Prompt → Please restate the entire listing verbatim.

--------------------

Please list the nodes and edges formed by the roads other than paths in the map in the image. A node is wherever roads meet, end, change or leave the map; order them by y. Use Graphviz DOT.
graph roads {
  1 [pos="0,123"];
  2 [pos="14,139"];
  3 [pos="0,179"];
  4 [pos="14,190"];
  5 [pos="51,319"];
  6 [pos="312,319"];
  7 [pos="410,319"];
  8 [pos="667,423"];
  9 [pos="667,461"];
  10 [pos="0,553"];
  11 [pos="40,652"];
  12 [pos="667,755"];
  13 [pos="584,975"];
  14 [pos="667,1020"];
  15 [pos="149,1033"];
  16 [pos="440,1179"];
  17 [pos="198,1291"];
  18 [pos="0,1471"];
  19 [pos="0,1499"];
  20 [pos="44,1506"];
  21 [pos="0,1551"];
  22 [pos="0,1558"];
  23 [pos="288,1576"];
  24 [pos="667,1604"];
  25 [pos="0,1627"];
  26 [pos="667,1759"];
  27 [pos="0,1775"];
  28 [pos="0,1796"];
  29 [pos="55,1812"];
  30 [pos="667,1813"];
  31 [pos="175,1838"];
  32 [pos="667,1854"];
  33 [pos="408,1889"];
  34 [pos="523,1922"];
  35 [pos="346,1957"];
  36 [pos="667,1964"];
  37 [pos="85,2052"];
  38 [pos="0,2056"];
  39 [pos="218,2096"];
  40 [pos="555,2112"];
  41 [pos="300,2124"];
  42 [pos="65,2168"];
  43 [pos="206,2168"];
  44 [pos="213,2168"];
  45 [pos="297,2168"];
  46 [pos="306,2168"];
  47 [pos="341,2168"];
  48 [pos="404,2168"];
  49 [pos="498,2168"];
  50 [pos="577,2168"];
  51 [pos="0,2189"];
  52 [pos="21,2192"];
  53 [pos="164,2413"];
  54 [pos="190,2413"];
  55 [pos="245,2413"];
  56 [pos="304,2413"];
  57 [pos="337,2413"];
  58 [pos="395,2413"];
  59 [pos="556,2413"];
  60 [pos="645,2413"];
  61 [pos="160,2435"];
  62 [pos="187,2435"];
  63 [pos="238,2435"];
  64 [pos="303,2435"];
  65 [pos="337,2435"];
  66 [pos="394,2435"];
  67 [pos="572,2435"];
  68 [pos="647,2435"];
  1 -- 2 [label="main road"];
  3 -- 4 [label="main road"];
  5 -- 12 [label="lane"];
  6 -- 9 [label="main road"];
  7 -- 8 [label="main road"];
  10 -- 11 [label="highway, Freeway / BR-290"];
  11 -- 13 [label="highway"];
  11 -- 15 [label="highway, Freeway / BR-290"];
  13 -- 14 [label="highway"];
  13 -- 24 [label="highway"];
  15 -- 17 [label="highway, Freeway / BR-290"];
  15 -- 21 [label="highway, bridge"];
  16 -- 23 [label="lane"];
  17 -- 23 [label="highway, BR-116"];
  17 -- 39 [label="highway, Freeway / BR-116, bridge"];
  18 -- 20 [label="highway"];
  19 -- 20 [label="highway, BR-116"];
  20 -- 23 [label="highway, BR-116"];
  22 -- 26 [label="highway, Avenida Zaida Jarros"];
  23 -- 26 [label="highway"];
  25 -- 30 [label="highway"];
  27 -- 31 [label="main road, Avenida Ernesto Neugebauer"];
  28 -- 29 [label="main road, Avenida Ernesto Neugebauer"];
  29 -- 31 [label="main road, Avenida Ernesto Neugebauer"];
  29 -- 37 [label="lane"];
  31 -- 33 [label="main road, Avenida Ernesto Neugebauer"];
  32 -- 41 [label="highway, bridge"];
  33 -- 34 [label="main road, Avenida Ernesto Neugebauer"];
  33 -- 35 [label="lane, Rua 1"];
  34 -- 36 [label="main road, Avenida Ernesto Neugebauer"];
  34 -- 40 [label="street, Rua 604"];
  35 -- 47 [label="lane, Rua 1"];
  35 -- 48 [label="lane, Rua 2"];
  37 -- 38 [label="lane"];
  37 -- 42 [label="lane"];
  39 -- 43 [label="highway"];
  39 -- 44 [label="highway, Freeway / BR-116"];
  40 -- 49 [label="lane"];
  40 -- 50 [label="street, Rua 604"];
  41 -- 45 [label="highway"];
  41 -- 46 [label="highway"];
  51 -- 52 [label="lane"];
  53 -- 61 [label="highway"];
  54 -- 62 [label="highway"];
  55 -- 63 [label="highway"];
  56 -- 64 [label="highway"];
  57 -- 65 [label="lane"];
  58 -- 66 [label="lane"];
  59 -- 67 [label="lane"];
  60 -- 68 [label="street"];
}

--------------------

Answer below →
Please list the nodes and edges formed by the roads other than paths in the map in the image. A node is wherever roads meet, end, change or leave the map; order them by y. Use Graphviz DOT.
graph roads {
  1 [pos="0,123"];
  2 [pos="14,139"];
  3 [pos="0,179"];
  4 [pos="14,190"];
  5 [pos="51,319"];
  6 [pos="312,319"];
  7 [pos="410,319"];
  8 [pos="667,423"];
  9 [pos="667,461"];
  10 [pos="0,553"];
  11 [pos="40,652"];
  12 [pos="667,755"];
  13 [pos="584,975"];
  14 [pos="667,1020"];
  15 [pos="149,1033"];
  16 [pos="440,1179"];
  17 [pos="198,1291"];
  18 [pos="0,1471"];
  19 [pos="0,1499"];
  20 [pos="44,1506"];
  21 [pos="0,1551"];
  22 [pos="0,1558"];
  23 [pos="288,1576"];
  24 [pos="667,1604"];
  25 [pos="0,1627"];
  26 [pos="667,1759"];
  27 [pos="0,1775"];
  28 [pos="0,1796"];
  29 [pos="55,1812"];
  30 [pos="667,1813"];
  31 [pos="175,1838"];
  32 [pos="667,1854"];
  33 [pos="408,1889"];
  34 [pos="523,1922"];
  35 [pos="346,1957"];
  36 [pos="667,1964"];
  37 [pos="85,2052"];
  38 [pos="0,2056"];
  39 [pos="218,2096"];
  40 [pos="555,2112"];
  41 [pos="300,2124"];
  42 [pos="65,2168"];
  43 [pos="206,2168"];
  44 [pos="213,2168"];
  45 [pos="297,2168"];
  46 [pos="306,2168"];
  47 [pos="341,2168"];
  48 [pos="404,2168"];
  49 [pos="498,2168"];
  50 [pos="577,2168"];
  51 [pos="0,2189"];
  52 [pos="21,2192"];
  53 [pos="164,2413"];
  54 [pos="190,2413"];
  55 [pos="245,2413"];
  56 [pos="304,2413"];
  57 [pos="337,2413"];
  58 [pos="395,2413"];
  59 [pos="556,2413"];
  60 [pos="645,2413"];
  61 [pos="160,2435"];
  62 [pos="187,2435"];
  63 [pos="238,2435"];
  64 [pos="303,2435"];
  65 [pos="337,2435"];
  66 [pos="394,2435"];
  67 [pos="572,2435"];
  68 [pos="647,2435"];
  1 -- 2 [label="main road"];
  3 -- 4 [label="main road"];
  5 -- 12 [label="lane"];
  6 -- 9 [label="main road"];
  7 -- 8 [label="main road"];
  10 -- 11 [label="highway, Freeway / BR-290"];
  11 -- 13 [label="highway"];
  11 -- 15 [label="highway, Freeway / BR-290"];
  13 -- 14 [label="highway"];
  13 -- 24 [label="highway"];
  15 -- 17 [label="highway, Freeway / BR-290"];
  15 -- 21 [label="highway, bridge"];
  16 -- 23 [label="lane"];
  17 -- 23 [label="highway, BR-116"];
  17 -- 39 [label="highway, Freeway / BR-116, bridge"];
  18 -- 20 [label="highway"];
  19 -- 20 [label="highway, BR-116"];
  20 -- 23 [label="highway, BR-116"];
  22 -- 26 [label="highway, Avenida Zaida Jarros"];
  23 -- 26 [label="highway"];
  25 -- 30 [label="highway"];
  27 -- 31 [label="main road, Avenida Ernesto Neugebauer"];
  28 -- 29 [label="main road, Avenida Ernesto Neugebauer"];
  29 -- 31 [label="main road, Avenida Ernesto Neugebauer"];
  29 -- 37 [label="lane"];
  31 -- 33 [label="main road, Avenida Ernesto Neugebauer"];
  32 -- 41 [label="highway, bridge"];
  33 -- 34 [label="main road, Avenida Ernesto Neugebauer"];
  33 -- 35 [label="lane, Rua 1"];
  34 -- 36 [label="main road, Avenida Ernesto Neugebauer"];
  34 -- 40 [label="street, Rua 604"];
  35 -- 47 [label="lane, Rua 1"];
  35 -- 48 [label="lane, Rua 2"];
  37 -- 38 [label="lane"];
  37 -- 42 [label="lane"];
  39 -- 43 [label="highway"];
  39 -- 44 [label="highway, Freeway / BR-116"];
  40 -- 49 [label="lane"];
  40 -- 50 [label="street, Rua 604"];
  41 -- 45 [label="highway"];
  41 -- 46 [label="highway"];
  51 -- 52 [label="lane"];
  53 -- 61 [label="highway"];
  54 -- 62 [label="highway"];
  55 -- 63 [label="highway"];
  56 -- 64 [label="highway"];
  57 -- 65 [label="lane"];
  58 -- 66 [label="lane"];
  59 -- 67 [label="lane"];
  60 -- 68 [label="street"];
}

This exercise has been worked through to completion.